29. September 2025
„Zuspruch“ auf hr2: „Euer Auftrag: heilig werden!“
Euer Auftrag: heilig werden!
Vor ein paar Jahren hat mich ein Pfarrer bei einem Gottesdienst mit einer etwas merkwürdigen Aufforderung überrascht: „Euer Auftrag ist es, heilig zu werden“, hat er zu den Menschen, die mitgefeiert haben gesagt. Ich fand das erst einmal etwas schräg, vor allem weil fast nur Jugendliche in diesem Gottesdienst waren. Und die hatten vermutlich alles andere im Kopf als ihre Lebensaufgabe darin zu sehen: heilig zu werden. Wer ist schon heilig?
Ich habe jetzt wieder an diesen Satz gedacht, als Papst Leo einen Jugendlichen vor drei Wochen heilig-gesprochen hat. Es ist Carlo Acutis. Er wurde nur 15 Jahre alt und ist 2006 an Leukämie gestorben. Eine seiner Zitate aus seinem kurzen Leben lautet: „Ich bin glücklich zu sterben, weil ich mein Leben gelebt habe, ohne eine Minute auf die Dinge zu verschwenden, die Gott nicht gefallen.“
Da bleibt mir ehrlich gesagt die Sprache weg, weil ich gerne lebe und am liebsten hundert Jahre alt werden möchte. Carlo war eigentlich ein ganz normaler Jugendlicher, er hat viel Zeit im Internet verbracht, ging auf ein normales Gymnasium. Seine Eltern waren nicht besonders gläubig. Carlo erstellt schon mit elf Jahren eigene Webseiten über Wunder, die bei gläubigen Katholiken durch den Empfang der Kommunion geschehen sind. In der Schule und in seiner Nachbarschaft war er als Junge bekannt, der anderen geholfen hat und sich auch um Obdachlose kümmerte.

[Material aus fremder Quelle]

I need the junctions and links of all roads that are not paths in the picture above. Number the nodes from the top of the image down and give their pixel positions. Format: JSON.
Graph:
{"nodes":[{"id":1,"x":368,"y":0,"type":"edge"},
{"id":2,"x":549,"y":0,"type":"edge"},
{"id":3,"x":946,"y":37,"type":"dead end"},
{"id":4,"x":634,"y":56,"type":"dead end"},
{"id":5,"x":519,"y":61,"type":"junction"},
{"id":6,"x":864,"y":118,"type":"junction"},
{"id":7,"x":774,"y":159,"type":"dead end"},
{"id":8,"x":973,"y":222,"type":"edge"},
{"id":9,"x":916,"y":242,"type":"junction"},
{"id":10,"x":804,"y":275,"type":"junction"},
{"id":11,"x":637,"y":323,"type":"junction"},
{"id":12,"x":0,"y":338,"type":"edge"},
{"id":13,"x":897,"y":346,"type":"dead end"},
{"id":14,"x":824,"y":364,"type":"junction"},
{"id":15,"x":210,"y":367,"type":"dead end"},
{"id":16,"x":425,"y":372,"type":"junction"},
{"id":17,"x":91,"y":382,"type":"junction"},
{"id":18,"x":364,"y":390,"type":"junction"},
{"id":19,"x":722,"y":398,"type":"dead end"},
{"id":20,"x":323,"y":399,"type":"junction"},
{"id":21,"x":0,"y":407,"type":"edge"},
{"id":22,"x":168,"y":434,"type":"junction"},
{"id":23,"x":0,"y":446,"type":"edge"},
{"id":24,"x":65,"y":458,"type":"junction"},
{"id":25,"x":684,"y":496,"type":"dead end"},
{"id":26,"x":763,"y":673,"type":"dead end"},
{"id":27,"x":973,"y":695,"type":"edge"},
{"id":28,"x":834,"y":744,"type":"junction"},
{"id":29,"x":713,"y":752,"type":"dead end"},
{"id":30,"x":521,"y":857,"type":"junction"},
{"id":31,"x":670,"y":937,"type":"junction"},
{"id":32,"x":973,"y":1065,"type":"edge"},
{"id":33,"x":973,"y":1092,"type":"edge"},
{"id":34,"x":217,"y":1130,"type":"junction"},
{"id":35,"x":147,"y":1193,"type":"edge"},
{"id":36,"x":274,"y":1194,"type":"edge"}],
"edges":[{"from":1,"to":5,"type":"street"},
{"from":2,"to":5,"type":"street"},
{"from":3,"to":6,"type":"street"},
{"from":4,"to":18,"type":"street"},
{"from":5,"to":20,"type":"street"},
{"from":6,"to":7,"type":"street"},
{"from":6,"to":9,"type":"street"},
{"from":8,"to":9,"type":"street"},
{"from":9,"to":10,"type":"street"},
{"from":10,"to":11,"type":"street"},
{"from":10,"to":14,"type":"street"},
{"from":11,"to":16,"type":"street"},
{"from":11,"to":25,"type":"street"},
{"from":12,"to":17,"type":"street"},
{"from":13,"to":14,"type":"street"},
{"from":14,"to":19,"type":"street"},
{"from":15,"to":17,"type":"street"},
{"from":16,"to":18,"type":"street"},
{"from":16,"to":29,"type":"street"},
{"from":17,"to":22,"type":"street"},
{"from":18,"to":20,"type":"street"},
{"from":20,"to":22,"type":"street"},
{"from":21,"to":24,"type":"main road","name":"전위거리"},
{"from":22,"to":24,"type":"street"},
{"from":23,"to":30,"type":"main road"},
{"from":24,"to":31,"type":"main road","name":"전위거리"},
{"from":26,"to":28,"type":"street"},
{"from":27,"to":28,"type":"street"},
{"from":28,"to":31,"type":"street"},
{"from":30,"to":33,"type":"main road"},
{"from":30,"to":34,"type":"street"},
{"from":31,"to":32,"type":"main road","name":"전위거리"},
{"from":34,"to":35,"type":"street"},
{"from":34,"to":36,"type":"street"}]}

Die kamen auch zahlreich zu seiner Beerdigung, als er am 12. Oktober 2006 gestorben war. Das Leben dieses Teenagers fasziniert mich und ich bin total gespannt auf den Film über Carlo Acutis, der „Roadmap to reality“ – übersetzt: „Fahrplan zur Realität“ – heißt.
Heilig werden: Für mich fängt das damit an, dass einer sagt: „Das kann doch wohl nicht so bleiben.“ Und ich tue etwas dagegen. Ich kenne Menschen, die sagen: „Das kann doch wohl nicht so bleiben, dass sich keiner um diese ausländische Familie kümmert.“ Mein Sohn zum Beispiel hat sich entschlossen, ausländischen Kindern Sprachunterricht zu geben. Andere helfen bei Formularschwierigkeiten. Manche sagen: „Das kann doch wohl nicht so bleiben, dass unsere alten Menschen im Heim nicht besucht werden.“ Und sie gehen hin und sind an einem Nachmittag im Monat für sie da, erzählen und singen mit ihnen. Mit anderen Vätern zusammen habe ich mir vor vielen Jahren gesagt: „Das kann doch wohl nicht sein, dass es für Kinder in unserer Gemeinde kein Angebot in den Sommerferien gibt,“ und wir machen jetzt jedes Jahr eine Woche Zeltlager, gerade auch für sozial schwache Kinder. „Da muss sich etwas ändern!“ Ich glaube wirklich: Heilig werden fängt oft genau mit dieser Erkenntnis an.